Let's work through this step by step.
var date = new Date();
var f = date.getFullYear()-2009;
First, the script gets the date, pulls the year out, subtracts 2009, and saves it to the variable f. This limits the script to only this year, but the lifetime of an attack like this measures in days at the most so that's not a significant limitation. All this is a complicated way of defining f=2.

Next, we have:
zni = '2011val'.replace(date.getFullYear(),'');
var e = new Function('axlzg','return e'+zni)();
zni is another variable. Here, we take the string '2011val' and then delete the current year, so zni = val

Then, we define a function, e. e produces a string 'axlzg' and also takes the string 'return e' and appends the value of zni. This computes to return eval, which is a Javascript command to evaluate a string as if it was code.

Moving on:
var content = '';
There's another uninformatively-named variable here, but it's pretty obvious what it does. xzjc grabs the content of the text area, so xzjc = 'tring.from2011har2011ode' The script also defines a variable 'content', which is a blank string. We're getting somewhere now!
var fnxes=e('S'+xzjc.split(date.getFullYear()).join('C'));
This one's a little more complicated. This one's another text-manipulation exercise that will further translate things. Like math, we need to start from inside the parentheses and work outwards.

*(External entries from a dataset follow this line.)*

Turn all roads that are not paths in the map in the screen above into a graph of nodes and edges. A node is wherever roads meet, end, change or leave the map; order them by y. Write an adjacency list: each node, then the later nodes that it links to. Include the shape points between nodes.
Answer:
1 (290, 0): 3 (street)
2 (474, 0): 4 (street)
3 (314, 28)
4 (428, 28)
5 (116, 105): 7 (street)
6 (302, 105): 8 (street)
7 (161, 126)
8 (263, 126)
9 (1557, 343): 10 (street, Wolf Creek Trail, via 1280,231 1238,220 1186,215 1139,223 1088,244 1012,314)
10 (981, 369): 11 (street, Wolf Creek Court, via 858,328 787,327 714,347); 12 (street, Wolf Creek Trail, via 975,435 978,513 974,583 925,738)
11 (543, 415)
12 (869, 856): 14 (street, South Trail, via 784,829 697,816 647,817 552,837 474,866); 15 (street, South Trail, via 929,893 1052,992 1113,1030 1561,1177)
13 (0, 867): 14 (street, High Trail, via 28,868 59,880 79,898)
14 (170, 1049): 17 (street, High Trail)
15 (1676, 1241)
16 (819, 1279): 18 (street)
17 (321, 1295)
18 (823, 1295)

First, we're taking xzjc from the last line. We put 'S' in front and then split it into separate strings using the current year as the split point, yielding 'String.from' 'har' 'ode'. Then we re-join the fragments using a "separator" of 'C'. Now we have 'String.fromCharCode', which is a Javascript function that takes encoded characters and decodes them to a string. This result is run through the function "e", which takes the string and converts it back to code, so it can execute.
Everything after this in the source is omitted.